Gunakan Kekerasan, Pria di Medan Pukul-Cekik Wanita, Rampas Barang dan Paksa Kirim Uang Rp2,3 Juta
personAdmin RedMOL
Agustus 25, 2026
0
share
Foto aksi ilustrasi
MEDAN – Binjai.REDMOL.ID | Dugaan tindak kekerasan terhadap seorang perempuan kembali mencuat di Kota Medan. Seorang pria bernama Dino Galiano Singarimbun dilaporkan melakukan kekerasan fisik terhadap Emi Rahmitha, disertai dugaan perampasan barang dan pemaksaan transfer uang.
Peristiwa tersebut dilaporkan terjadi pada Sabtu, 9 Mei 2026 sekitar pukul 18.00 WIB, di kawasan Jalan Darussalam, Sei Arakundo, Gang Mesjid Nomor 30, Kelurahan Sei Sikambing, Kecamatan Medan Petisah.
Berdasarkan laporan yang diterima pihak kepolisian, perkara ini bermula ketika terlapor mendatangi korban. Situasi kemudian berubah menjadi aksi kekerasan. Korban disebut ditarik secara kasar hingga terjatuh, kemudian dicekik ketika berada di dalam mobil.
Tak berhenti di situ, telepon genggam korban diduga dirampas, sementara jam tangan yang dikenakannya juga disebut hendak direbut.
Korban juga mengaku mengalami pemukulan pada bagian wajah serta cengkeraman pada leher. Akibatnya, korban mengalami memar dan bengkak pada wajah, luka pada bagian lengan kanan dan kiri, serta memar pada lutut kaki kiri.
Datang ke Tempat Tinggal, Korban Kembali Diduga Dipaksa
Dugaan kekerasan kemudian berlanjut ketika terlapor bersama istrinya mendatangi tempat tinggal atau kost korban.
Pintu tempat tinggal korban disebut digedor dengan keras, disertai bentakan. Korban kemudian keluar dan terjadi pertengkaran.
Dalam situasi tersebut, terlapor kembali diduga melakukan kekerasan dengan memaksa korban masuk ke dalam mobil. Korban juga mengaku mendapat ancaman serta tekanan fisik.
Dugaan pemaksaan tersebut disebut memiliki tujuan tertentu, yakni meminta korban melakukan transfer uang dari rekening pribadinya ke rekening milik terlapor.
Perkara ini semakin kompleks karena sebelumnya terlapor disebut membantu menjual mobil milik korban. Menurut keterangan korban, uang hasil penjualan kendaraan semestinya diserahkan sepenuhnya kepada dirinya.
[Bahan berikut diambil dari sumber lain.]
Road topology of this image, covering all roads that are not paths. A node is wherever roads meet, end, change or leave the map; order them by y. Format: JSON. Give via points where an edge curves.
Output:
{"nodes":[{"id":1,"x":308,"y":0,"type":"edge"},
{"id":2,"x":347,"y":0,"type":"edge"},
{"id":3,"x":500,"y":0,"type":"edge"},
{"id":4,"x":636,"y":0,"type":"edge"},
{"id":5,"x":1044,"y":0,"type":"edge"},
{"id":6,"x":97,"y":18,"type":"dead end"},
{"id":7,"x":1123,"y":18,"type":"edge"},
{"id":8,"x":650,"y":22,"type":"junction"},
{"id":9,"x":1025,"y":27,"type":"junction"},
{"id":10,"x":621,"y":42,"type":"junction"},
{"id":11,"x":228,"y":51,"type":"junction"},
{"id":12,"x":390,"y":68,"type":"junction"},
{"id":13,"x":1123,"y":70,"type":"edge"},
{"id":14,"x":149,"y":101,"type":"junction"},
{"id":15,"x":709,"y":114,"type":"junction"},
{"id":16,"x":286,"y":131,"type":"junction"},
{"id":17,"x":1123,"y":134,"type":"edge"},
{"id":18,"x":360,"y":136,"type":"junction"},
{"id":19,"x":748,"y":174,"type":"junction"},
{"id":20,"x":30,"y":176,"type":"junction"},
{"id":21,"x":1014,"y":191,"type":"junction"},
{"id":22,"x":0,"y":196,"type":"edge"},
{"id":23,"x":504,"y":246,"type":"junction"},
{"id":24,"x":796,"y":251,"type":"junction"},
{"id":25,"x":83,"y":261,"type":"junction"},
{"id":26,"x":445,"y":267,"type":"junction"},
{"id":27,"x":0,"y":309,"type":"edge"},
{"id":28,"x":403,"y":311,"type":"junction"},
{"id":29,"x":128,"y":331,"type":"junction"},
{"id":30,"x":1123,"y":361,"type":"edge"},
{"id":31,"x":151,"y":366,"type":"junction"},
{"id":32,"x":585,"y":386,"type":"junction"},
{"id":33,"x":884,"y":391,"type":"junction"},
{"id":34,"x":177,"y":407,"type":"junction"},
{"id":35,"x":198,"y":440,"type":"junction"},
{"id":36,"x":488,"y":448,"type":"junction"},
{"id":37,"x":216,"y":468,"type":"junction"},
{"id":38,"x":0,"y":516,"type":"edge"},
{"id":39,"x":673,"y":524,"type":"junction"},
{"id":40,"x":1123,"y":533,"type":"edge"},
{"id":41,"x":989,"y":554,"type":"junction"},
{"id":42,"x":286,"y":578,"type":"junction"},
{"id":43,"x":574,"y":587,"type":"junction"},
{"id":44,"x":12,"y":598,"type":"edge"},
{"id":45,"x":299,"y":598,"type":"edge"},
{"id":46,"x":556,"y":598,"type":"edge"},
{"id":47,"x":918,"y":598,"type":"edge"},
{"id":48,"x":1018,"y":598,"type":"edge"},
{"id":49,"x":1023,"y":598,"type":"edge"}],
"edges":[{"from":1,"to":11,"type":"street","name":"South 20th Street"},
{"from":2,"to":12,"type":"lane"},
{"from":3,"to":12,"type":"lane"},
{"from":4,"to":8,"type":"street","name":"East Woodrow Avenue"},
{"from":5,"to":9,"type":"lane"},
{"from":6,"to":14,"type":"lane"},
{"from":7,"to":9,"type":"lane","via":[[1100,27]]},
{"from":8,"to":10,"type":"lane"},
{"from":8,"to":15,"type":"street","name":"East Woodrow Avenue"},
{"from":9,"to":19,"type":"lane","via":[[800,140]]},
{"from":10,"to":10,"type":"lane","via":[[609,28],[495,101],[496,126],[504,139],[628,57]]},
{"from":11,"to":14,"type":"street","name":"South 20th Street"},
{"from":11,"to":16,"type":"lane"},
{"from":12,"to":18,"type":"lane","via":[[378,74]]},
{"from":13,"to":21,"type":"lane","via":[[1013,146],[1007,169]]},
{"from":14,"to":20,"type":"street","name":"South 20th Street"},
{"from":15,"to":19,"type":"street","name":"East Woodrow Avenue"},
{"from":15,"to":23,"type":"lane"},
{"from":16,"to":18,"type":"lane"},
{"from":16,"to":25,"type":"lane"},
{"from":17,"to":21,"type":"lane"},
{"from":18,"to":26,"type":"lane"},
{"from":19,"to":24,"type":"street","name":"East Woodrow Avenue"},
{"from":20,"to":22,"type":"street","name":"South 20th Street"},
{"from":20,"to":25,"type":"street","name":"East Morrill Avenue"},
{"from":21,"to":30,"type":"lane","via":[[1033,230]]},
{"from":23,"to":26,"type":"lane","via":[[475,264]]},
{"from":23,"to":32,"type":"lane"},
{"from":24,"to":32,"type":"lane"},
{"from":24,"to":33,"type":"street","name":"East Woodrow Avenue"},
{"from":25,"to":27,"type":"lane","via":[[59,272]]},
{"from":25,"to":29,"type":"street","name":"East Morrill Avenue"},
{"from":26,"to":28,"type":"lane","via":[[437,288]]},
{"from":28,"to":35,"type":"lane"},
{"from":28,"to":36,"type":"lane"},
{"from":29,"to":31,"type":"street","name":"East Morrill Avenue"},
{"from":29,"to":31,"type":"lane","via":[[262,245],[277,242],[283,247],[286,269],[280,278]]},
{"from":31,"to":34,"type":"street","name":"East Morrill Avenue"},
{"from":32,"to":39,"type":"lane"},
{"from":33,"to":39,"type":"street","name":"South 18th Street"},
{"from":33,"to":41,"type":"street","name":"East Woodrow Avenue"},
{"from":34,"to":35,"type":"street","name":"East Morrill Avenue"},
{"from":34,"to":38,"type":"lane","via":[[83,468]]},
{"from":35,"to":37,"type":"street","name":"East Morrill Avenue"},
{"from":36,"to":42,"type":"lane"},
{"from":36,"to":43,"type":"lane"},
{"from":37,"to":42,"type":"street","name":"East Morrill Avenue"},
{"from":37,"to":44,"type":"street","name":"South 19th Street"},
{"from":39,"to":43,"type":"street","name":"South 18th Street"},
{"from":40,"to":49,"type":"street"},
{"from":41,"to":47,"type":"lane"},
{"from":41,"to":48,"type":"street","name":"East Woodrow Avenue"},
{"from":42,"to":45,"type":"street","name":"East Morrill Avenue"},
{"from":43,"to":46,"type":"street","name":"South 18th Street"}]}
Namun, korban menduga uang hasil penjualan tersebut tidak seluruhnya diserahkan. Sebagian uang disebut telah diberikan kepada korban, sementara sisanya diduga disembunyikan dan tidak dikembalikan sepenuhnya.
Akibat rangkaian kejadian tersebut, korban menyatakan mengalami kerugian materiil sekitar Rp2,3 juta.
Bukan Sekadar Perselisihan, Jika Kekerasan Terbukti Harus Diproses Hukum
Selain kerugian materiil, korban juga mengalami luka fisik dan mengaku mengalami ketakutan serta tekanan setelah kejadian.
Seorang saksi bernama David Teger disebut melihat sebagian rangkaian peristiwa tersebut.
Kasus ini telah dilaporkan kepada Polrestabes Medan. Penyidik selanjutnya memiliki kewenangan untuk memeriksa korban, terlapor, saksi-saksi, bukti elektronik maupun bukti lainnya guna mengungkap konstruksi perkara secara utuh.
Namun, perlu ditegaskan bahwa status Dino Galiano Singarimbun dalam perkara ini masih sebagai terlapor dan seluruh dugaan tersebut harus dibuktikan melalui proses penyidikan serta persidangan. Asas praduga tak bersalah tetap berlaku sampai adanya putusan pengadilan yang berkekuatan hukum tetap.
Jika bukti penyidikan nantinya menunjukkan adanya kekerasan, pemaksaan penyerahan harta, atau tindak pidana lainnya, penyidik dapat menerapkan pasal-pasal yang sesuai dengan fakta hukum yang berhasil dibuktikan.
Dengan demikian, perkara ini tidak semestinya berhenti hanya karena disebut sebagai persoalan pribadi atau perselisihan sosial. Perselisihan apa pun tidak memberikan hak kepada seseorang untuk menggunakan kekerasan, mengancam, memaksa, atau mengambil barang milik orang lain secara melawan hukum.
Publik kini menunggu langkah Polrestabes Medan dalam mengusut laporan tersebut secara profesional, transparan, dan berdasarkan alat bukti yang sah.